The incursion of English into Spanish has been driven by television and migration, according to sociologist Jose Manuel Valenzuela Arce of the Cultural Center of Tijuana.

“The mobility and the migration at this end of the century are making the cultural interaction more intense,” he said. “That doesn’t mean we are entering the era of globalized culture as some have said, but rather that people can more easily construct and re-create cultural codes that circulate with enormous rapidity across borders. . . . What we are seeing now is the expansion of the limits of the border.”

For example, the once-insular, hybrid slang of subcultures such as Los Angeles’ zoot-suited pachucos of the 1940s and today’s cholo gang members has spread to regions and social classes far beyond their origins, Valenzuela said.

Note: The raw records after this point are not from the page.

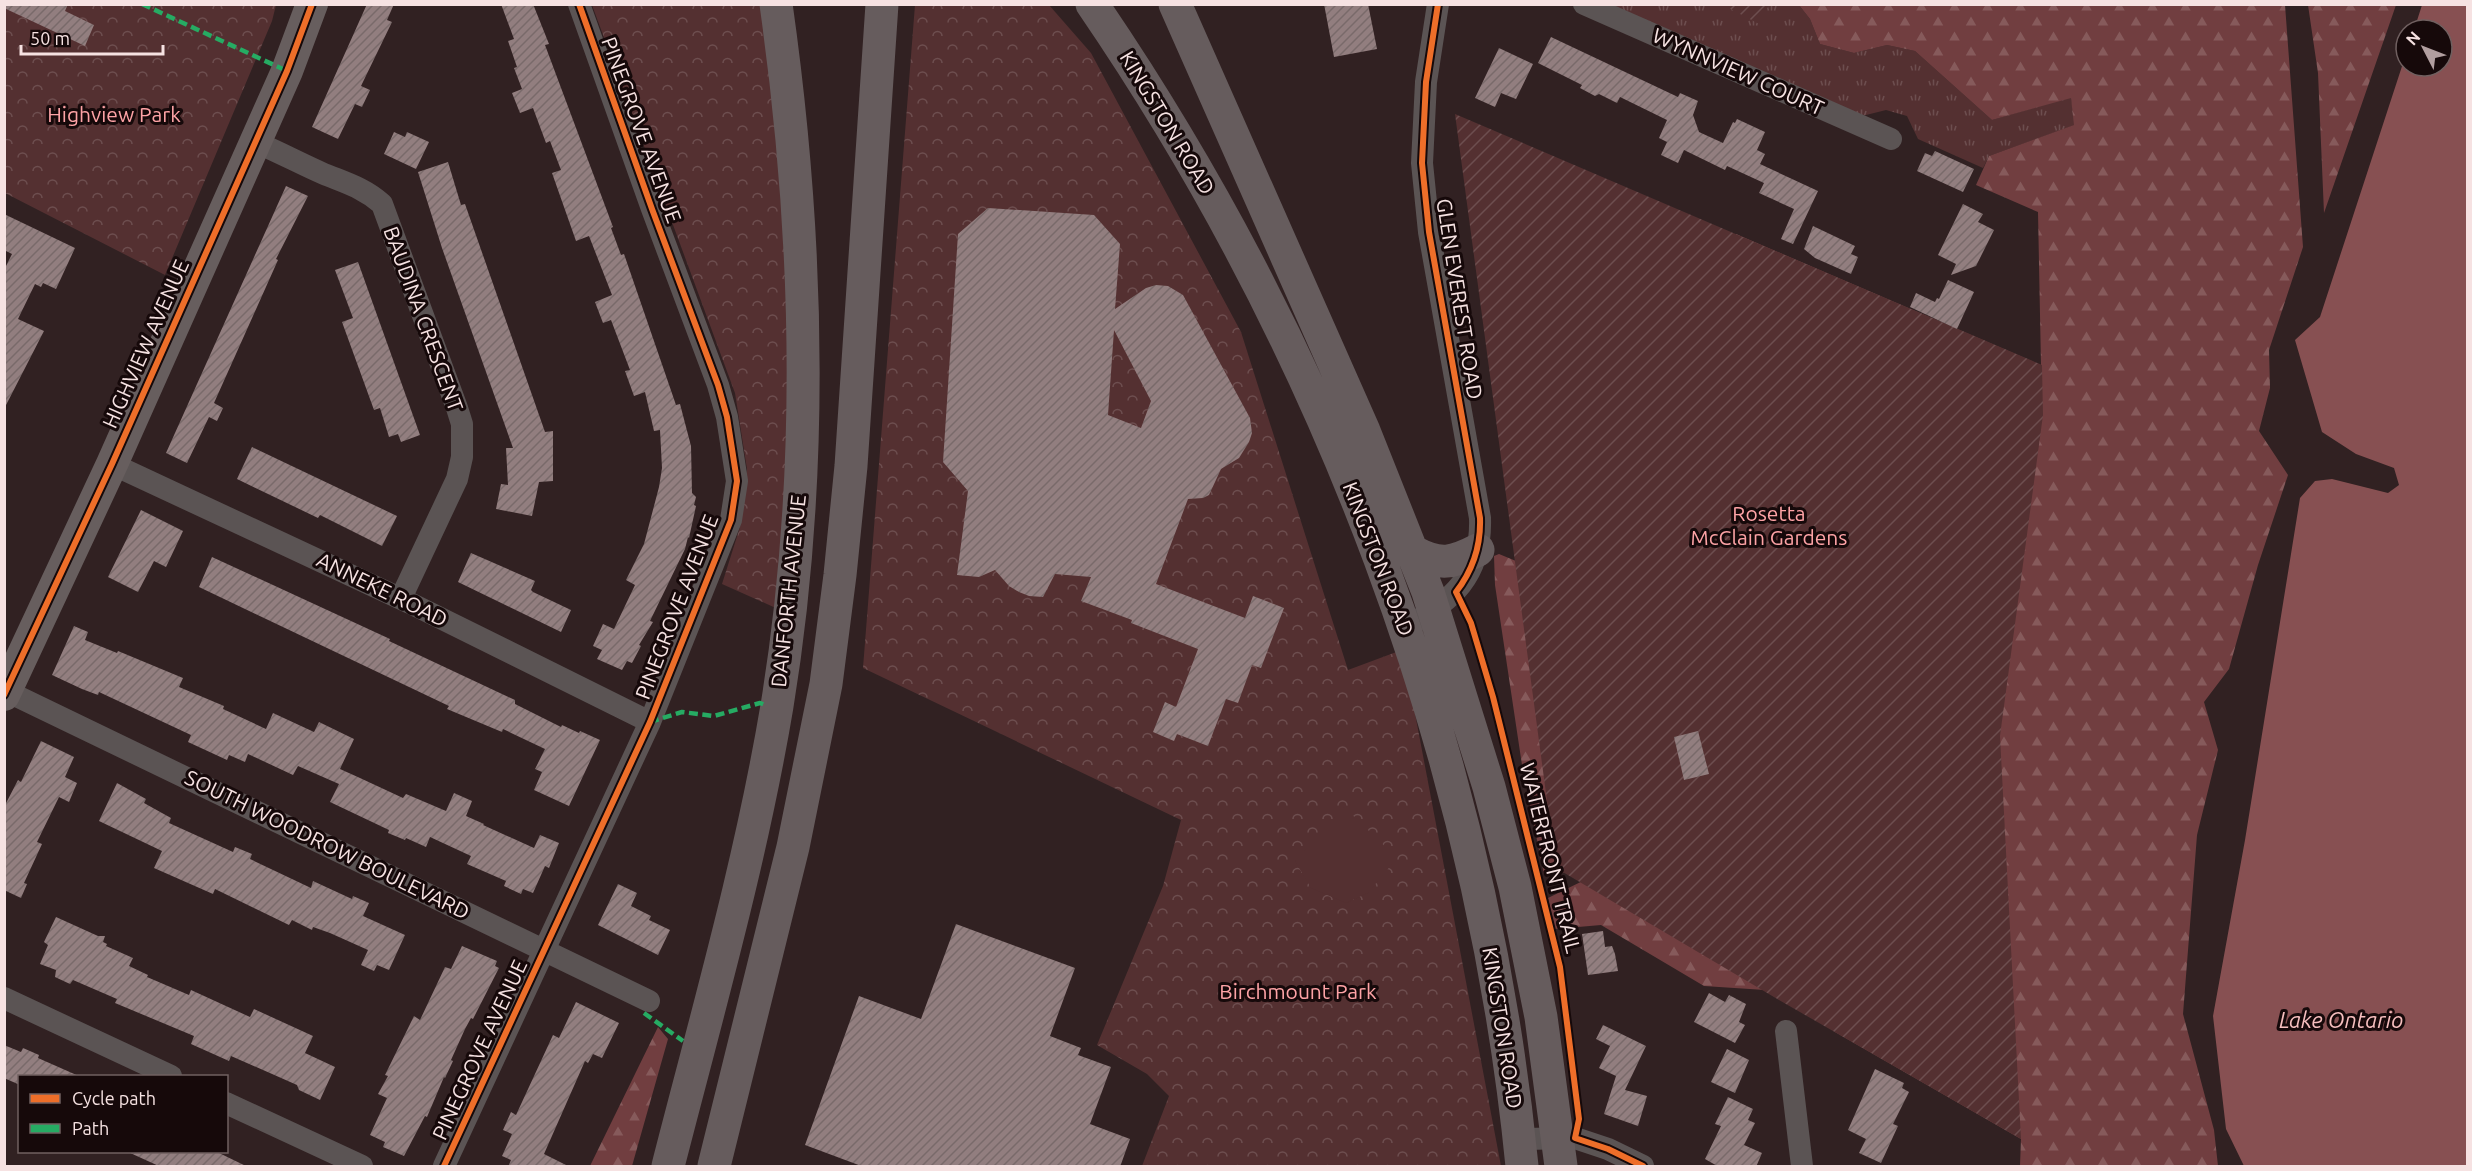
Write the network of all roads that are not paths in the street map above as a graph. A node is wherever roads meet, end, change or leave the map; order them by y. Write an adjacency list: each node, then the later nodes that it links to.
1 (312, 4): 10 (street, HIGHVIEW AVENUE)
2 (579, 4): 18 (street, PINEGROVE AVENUE)
3 (776, 4): 29 (main road, DANFORTH AVENUE)
4 (882, 4): 30 (main road)
5 (1092, 4): 16 (main road, KINGSTON ROAD)
6 (1174, 4): 13 (main road, KINGSTON ROAD)
7 (1438, 4): 12 (street, GLEN EVEREST ROAD)
8 (1584, 4): 9 (street, WYNNVIEW COURT)
9 (1891, 139)
10 (255, 142): 11 (street, HIGHVIEW AVENUE); 14 (street, BAUDINA CRESCENT)
11 (112, 464): 14 (street, ANNEKE ROAD); 17 (street, HIGHVIEW AVENUE)
12 (1478, 550): 13 (main road); 15 (street, GLEN EVEREST ROAD)
13 (1414, 552): 15 (main road, KINGSTON ROAD)
14 (401, 598): 18 (street, ANNEKE ROAD)
15 (1434, 611): 16 (street, GLEN EVEREST ROAD); 25 (main road, KINGSTON ROAD)
16 (1406, 627): 26 (main road, KINGSTON ROAD)
17 (5, 692): 19 (street, SOUTH WOODROW BOULEVARD)
18 (650, 722): 19 (street, PINEGROVE AVENUE)
19 (545, 950): 21 (street, SOUTH WOODROW BOULEVARD); 28 (street, PINEGROVE AVENUE)
20 (4, 998): 23 (street)
21 (650, 1001)
22 (1786, 1031): 32 (street)
23 (167, 1075)
24 (228, 1104): 27 (street)
25 (1560, 1152): 26 (street); 31 (street)
26 (1521, 1153)
27 (362, 1167)
28 (444, 1167)
29 (668, 1167)
30 (714, 1167)
31 (1643, 1167)
32 (1802, 1167)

Meanwhile, the advent of computer technology has introduced a host of English technical terms into everyday Spanish.

And some efforts of U.S. officialdom to communicate with Spanish speakers have added to a glossary of occasionally comical linguistic deformities. In 1992, the Phoenix International Airport posted bilingual signs attempting to warn that “Violators will be fined.” The signs declared “ Violadores seran finados “--which means “Rapists will be deceased.”

On the Mexican side of the international line, the onslaught of English has raised worries about cultural colonization. The government has launched some elaborate campaigns in defense of the language. Many border denizens do not want to be defended, however.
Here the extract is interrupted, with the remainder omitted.